At the recent Sonoma Harvest Fair, Windsor’s 2002 Alexander Valley Carignane ($17.75) won a best of class. At a heady 15.6 percent alcohol, this is feisty brew with lots of chew. I was less impressed with both the 2001 Sonoma Meritage ($26), which lacked real definition and character, and the 2001 Sonoma Signature Series Merlot ($25.75). The 2000 Alexander Valley Cabernet Sauvignon ($24.50) improved with each sip, though on first blush it seemed a bit pallid. There’s little of the beefy fruit or oak quality that many other Cabs from this area display. But after a few moments of breathing, there was a softness and lushness that redeemed it.

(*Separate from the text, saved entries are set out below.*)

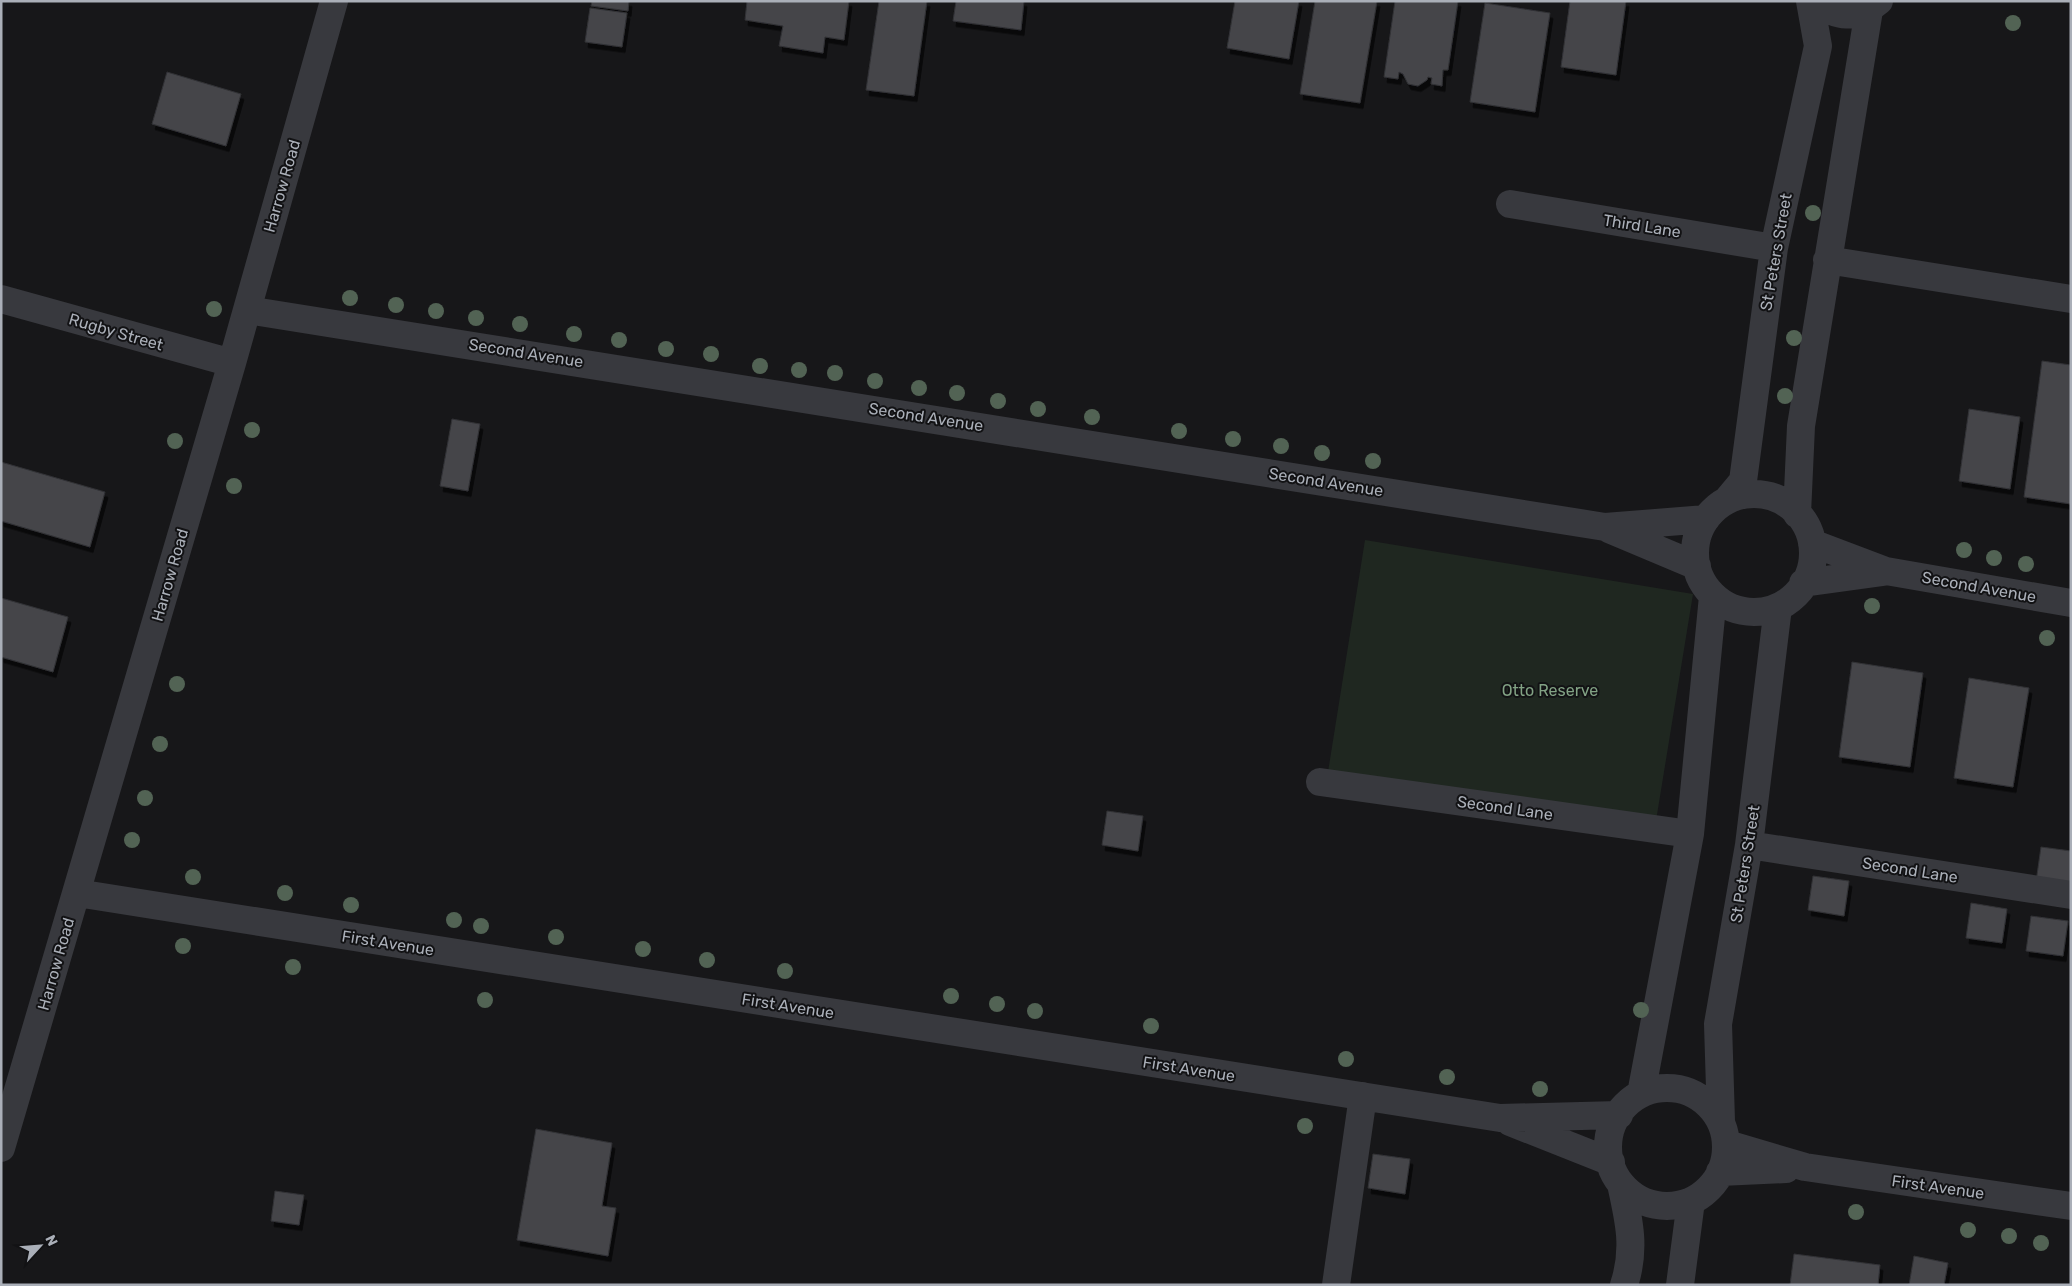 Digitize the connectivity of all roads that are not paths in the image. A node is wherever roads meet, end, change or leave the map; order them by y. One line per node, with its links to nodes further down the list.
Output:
1 (334, 1): 9 (street, Harrow Road)
2 (1812, 1): 3 (street); 5 (street, St Peters Street)
3 (1874, 5): 6 (street)
4 (1510, 204): 5 (street, Third Lane)
5 (1774, 248): 11 (street, St Peters Street)
6 (1827, 260): 7 (street); 12 (street)
7 (2071, 298)
8 (1, 299): 10 (street, Rugby Street)
9 (247, 310): 10 (street, Harrow Road); 14 (street, Second Avenue)
10 (232, 363): 25 (street, Harrow Road)
11 (1728, 499): 12 (street); 13 (street)
12 (1798, 514): 15 (street)
13 (1706, 519): 14 (street, Second Avenue); 16 (street)
14 (1605, 527): 16 (street, Second Avenue)
15 (1812, 543): 17 (street, Second Avenue); 18 (street)
16 (1697, 566): 19 (street)
17 (1886, 571): 18 (street, Second Avenue); 20 (street, Second Avenue)
18 (1804, 583): 21 (street)
19 (1713, 596): 21 (street); 23 (street)
20 (2071, 603)
21 (1778, 607): 24 (street, St Peters Street)
22 (1320, 782): 23 (street, Second Lane)
23 (1690, 834): 27 (street)
24 (1749, 845): 26 (street, Second Lane); 31 (street, St Peters Street)
25 (77, 893): 28 (street, First Avenue); 32 (street, Harrow Road)
26 (2071, 894)
27 (1641, 1094): 29 (street); 31 (street)
28 (1363, 1096): 30 (street, First Avenue); 38 (street)
29 (1618, 1115): 30 (street, First Avenue); 35 (street)
30 (1500, 1118): 35 (street, First Avenue)
31 (1724, 1133): 33 (street, First Avenue); 34 (street)
32 (1, 1148)
33 (1805, 1168): 34 (street, First Avenue); 37 (street, First Avenue)
34 (1720, 1172): 36 (street)
35 (1616, 1173): 36 (street); 39 (street)
36 (1691, 1202): 40 (street)
37 (2071, 1206)
38 (1336, 1285)
39 (1624, 1285)
40 (1680, 1285)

Don’t miss: If poochie is panting for a little swirl and spit of his own, drop him by Fideaux (43 North St., Healdsburg, 707.433.9935) for a quick lap out of the “Dogs Rule, Cats Drool” water basin outside. He’ll especially appreciate the leg-lifting puppy clocks. At least he’s not alone now.
Five-second snob: The winery was started in 1959 by local legend Rodney Strong, who had the idea to create the customized labels for his wine-buying clients. The company now claims to have some 1 million customers worldwide. That’s a lot of labels.
Spot: Windsor Vineyards, 308-B Center St., Healdsburg. 800.204.9463
From the October 13-19, 2004 issue of the North Bay Bohemian.